__TASK ITEM__. Report how many lines in the entries below hold the word "this". Your answer is that number alone.

Records from a data collection
%%

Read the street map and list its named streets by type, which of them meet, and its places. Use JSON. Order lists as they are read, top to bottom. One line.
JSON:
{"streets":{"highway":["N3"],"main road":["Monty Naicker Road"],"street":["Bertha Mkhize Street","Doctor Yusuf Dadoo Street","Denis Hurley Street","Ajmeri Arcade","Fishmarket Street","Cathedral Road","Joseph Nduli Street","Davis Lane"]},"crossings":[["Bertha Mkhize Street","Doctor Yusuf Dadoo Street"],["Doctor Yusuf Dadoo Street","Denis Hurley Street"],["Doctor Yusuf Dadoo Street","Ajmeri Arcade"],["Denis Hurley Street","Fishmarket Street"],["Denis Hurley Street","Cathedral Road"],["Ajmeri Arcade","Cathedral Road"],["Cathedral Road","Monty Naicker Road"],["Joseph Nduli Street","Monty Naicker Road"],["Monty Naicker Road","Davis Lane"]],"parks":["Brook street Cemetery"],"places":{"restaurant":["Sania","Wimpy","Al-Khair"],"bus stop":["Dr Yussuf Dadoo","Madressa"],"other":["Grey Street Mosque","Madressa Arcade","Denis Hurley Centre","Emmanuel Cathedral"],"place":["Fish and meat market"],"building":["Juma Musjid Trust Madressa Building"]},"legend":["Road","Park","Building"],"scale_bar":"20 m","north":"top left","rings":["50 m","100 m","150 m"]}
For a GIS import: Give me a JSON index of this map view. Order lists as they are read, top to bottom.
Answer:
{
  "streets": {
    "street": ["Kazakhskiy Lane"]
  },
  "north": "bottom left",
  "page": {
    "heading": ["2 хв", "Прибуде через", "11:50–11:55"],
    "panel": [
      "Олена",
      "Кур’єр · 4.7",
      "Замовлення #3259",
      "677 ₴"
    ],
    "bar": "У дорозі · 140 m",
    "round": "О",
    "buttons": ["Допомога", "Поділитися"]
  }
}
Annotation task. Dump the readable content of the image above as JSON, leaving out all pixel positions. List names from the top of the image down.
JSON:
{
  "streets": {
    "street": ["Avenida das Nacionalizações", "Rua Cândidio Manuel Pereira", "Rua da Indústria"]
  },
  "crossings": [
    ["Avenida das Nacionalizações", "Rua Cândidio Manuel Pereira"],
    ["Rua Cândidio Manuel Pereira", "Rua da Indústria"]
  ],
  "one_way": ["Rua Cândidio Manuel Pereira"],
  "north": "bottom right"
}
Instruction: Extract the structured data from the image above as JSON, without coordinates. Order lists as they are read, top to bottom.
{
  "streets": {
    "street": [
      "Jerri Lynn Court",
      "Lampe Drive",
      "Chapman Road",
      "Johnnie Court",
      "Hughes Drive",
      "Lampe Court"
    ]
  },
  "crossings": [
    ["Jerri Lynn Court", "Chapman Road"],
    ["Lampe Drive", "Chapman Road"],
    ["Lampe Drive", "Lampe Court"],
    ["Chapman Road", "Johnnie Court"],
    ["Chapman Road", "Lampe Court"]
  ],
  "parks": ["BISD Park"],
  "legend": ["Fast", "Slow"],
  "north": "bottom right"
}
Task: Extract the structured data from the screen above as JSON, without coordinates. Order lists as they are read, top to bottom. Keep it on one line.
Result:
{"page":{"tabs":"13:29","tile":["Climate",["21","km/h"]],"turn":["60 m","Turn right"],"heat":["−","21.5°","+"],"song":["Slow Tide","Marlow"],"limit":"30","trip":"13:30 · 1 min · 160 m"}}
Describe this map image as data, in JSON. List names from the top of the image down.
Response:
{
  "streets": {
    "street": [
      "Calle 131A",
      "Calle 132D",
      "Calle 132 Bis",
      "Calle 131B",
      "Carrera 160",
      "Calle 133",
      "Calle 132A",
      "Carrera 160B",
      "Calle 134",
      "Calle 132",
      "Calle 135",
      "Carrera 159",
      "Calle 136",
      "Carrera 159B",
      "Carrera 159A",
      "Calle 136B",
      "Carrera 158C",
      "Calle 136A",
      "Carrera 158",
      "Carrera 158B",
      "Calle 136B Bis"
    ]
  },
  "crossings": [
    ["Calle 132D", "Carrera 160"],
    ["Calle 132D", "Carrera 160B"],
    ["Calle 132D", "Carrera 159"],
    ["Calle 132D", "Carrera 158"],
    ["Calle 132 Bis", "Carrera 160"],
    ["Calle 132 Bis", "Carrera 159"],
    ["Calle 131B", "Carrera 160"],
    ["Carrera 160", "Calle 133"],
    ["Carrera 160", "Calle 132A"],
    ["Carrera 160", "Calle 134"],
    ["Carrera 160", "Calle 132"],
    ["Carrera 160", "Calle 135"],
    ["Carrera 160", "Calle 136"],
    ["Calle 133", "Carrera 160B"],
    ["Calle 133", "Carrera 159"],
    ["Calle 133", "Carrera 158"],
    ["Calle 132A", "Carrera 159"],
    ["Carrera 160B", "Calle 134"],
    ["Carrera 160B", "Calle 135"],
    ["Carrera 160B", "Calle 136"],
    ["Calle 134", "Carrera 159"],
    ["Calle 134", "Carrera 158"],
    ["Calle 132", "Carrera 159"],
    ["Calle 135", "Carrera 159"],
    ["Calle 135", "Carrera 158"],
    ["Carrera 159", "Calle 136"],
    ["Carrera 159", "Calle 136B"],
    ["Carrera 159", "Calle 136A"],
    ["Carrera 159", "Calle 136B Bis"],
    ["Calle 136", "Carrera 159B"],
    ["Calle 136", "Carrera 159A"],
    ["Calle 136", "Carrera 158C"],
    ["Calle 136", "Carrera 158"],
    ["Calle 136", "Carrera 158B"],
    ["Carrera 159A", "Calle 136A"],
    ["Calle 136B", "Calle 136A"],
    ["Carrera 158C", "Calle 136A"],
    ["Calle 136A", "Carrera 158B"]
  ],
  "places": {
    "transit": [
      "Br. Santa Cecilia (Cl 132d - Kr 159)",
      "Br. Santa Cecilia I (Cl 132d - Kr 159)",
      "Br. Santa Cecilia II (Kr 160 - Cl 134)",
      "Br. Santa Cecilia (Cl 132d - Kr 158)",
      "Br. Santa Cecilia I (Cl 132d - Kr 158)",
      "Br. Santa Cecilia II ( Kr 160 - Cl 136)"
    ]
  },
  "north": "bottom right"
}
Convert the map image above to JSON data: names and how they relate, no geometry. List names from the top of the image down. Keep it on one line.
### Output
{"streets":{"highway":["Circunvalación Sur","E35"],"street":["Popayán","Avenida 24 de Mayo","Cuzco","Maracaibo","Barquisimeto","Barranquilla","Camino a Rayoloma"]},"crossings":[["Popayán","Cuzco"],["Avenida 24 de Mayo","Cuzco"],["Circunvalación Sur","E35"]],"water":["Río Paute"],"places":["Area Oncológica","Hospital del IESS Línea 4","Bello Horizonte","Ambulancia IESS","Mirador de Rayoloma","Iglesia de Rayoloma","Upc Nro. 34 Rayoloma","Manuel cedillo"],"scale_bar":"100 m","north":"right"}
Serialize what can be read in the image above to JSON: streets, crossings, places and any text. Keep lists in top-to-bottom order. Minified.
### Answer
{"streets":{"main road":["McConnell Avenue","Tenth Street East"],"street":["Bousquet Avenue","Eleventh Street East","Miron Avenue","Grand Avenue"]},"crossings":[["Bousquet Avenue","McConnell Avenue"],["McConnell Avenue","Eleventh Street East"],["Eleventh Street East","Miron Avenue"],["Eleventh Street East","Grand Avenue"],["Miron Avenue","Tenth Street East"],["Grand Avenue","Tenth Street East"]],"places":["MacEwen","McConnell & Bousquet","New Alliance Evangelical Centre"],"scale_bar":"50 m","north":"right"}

%%

__FINISHED EXERCISE__. 2